Gloves: The Great Debate
A standard in preventative conservation is using gloves to handle objects. Our hands contain oils that can damage an object, change its colour and degrade its surface. Cotton gloves are the most recognizable tool, yet they are not often used at the AGO. Cotton fibres may catch and tear the art being handled, and the glove itself does not create a complete barrier between the work of art and the oils in one’s hand. Instead, nitrile gloves are often used. Nitrile gloves have become the standard in the conservation community because they create a stronger barrier between the wearer’s skin and the object being handled. They are tear resistant and, ideally, will not leave any residue on the object. Nitrile gloves also offer the user a better sense of touch, which allows for safer handling. Gloves are a very important tool in art conservation, and are used in almost every situation.

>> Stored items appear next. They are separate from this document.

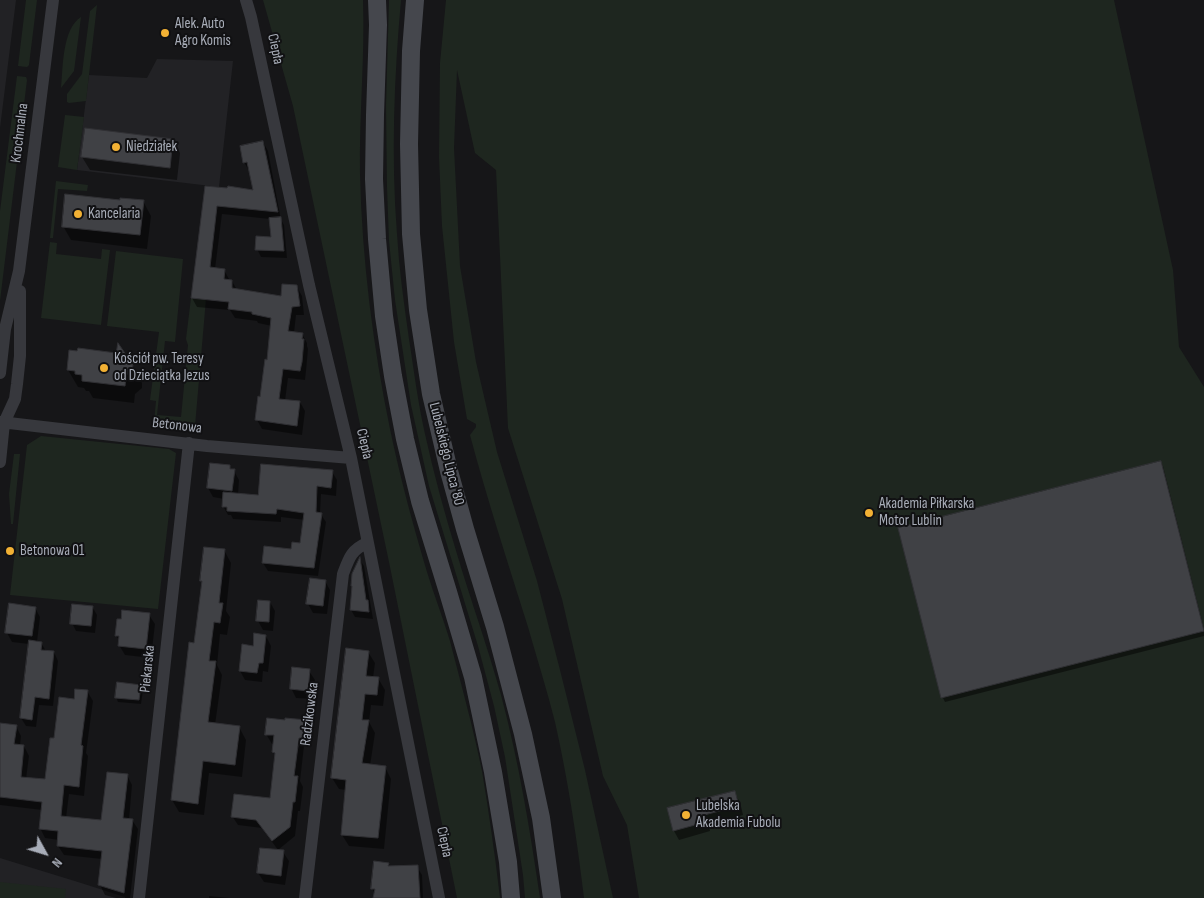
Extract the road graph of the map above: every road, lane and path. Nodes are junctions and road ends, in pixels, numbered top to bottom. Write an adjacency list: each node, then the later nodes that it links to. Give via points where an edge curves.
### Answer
1 (53, 0): 5 (street, Krochmalna)
2 (246, 0): 10 (street, Ciepła)
3 (377, 0): 16 (main road, via 374,179 384,316 405,439 420,501 473,677 494,772)
4 (415, 0): 17 (main road, Lubelskiego Lipca '80, via 409,144 411,234 418,310 431,394 449,471 523,734 541,818)
5 (20, 271): 6 (street, Krochmalna, via 5,329); 8 (street, Krochmalna, via 18,375 15,399)
6 (0, 373)
7 (0, 409): 8 (street, Krochmalna)
8 (2, 422): 9 (street, Betonowa); 11 (street, Krochmalna)
9 (189, 443): 10 (street, Betonowa); 13 (street, Piekarska)
10 (351, 458): 12 (street, Ciepła)
11 (0, 462)
12 (367, 543): 14 (street, Radzikowska, via 350,556 343,574); 15 (street, Ciepła)
13 (139, 898)
14 (305, 898)
15 (439, 898)
16 (511, 898)
17 (552, 898)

Recently, however, conservators have begun to debate whether nitrile gloves are actually safe to use. Some believe that these gloves are causing metals in art to tarnish. This is very concerning as art conservators are tasked with restoring, and preserving art, not contributing to its deterioration. To help improve our knowledge on nitrile gloves, I was asked to research the topic. I found that there are many opinions and possible conclusions based on my survey of the current literature. One theory maintains that traces of sulphur left over from the manufacturing process can still be found on the glove, causing the object to tarnish. Another conclusion based on the literary research is that conservation-safe nitrile gloves are only those labeled accelerant-free, as this type should not contain sulphur. Other avenues in the research suggest that manufacturers have changed their glove formulas, thus gloves that were once safe are no longer advisable to use.

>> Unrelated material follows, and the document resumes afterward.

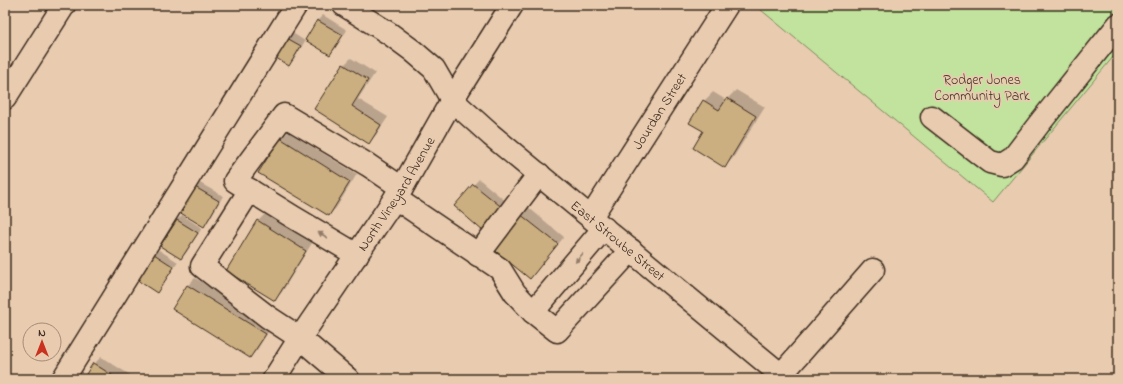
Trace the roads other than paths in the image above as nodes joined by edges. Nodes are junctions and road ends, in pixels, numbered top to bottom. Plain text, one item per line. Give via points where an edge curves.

This dilemma shows that everything that comes into contact with an artifact must be considered and tested for its potential to harm the object, and that constant re-evaluation of products and materials used in conjunction with artwork is a wise approach. Even the seemingly small attributes of a glove can have a large impact on the object being handled and thus careful research is important in all aspects of conservation.
The next step in research is testing theories to see if the hypothesis made through literary reviews hold up. These nitrile gloves also caught the attention of Lisa Imamura, a Master of Art Conservation student at Queen’s University. Imamura began experimenting with commonly used nitrile gloves to see if the hypothesis she made after literary research would be supported. One test method she used was the Oddy test. This is an accelerated corrosion test that looks for corrosive agents in a given material. Small coupons of copper, silver, and lead (Imamura replaced her lead sample with solid sterling silver) are placed in individual air tight containers with a bit of water and whatever material that needs to be tested. The containers are heated to accelerate chemical reactions, reducing the wait time of the experiment. If a metal coupon tarnishes or corrodes, conservators know that the tested object has reacted to the sample. Experiments like Imamura’s can have a significant impact on material and product choices for preventive conservation care.
Though literature research and test results can help make an informed decision, scientifically testing each product or material and their potential applications improves our understanding of the agents of deterioration and their impact on artwork. A seemingly simple tool like a glove can have a lasting negative impact on an object. Conservators must look at all aspects of their work, including the small tools and materials they use that may come into contact with artwork under their care.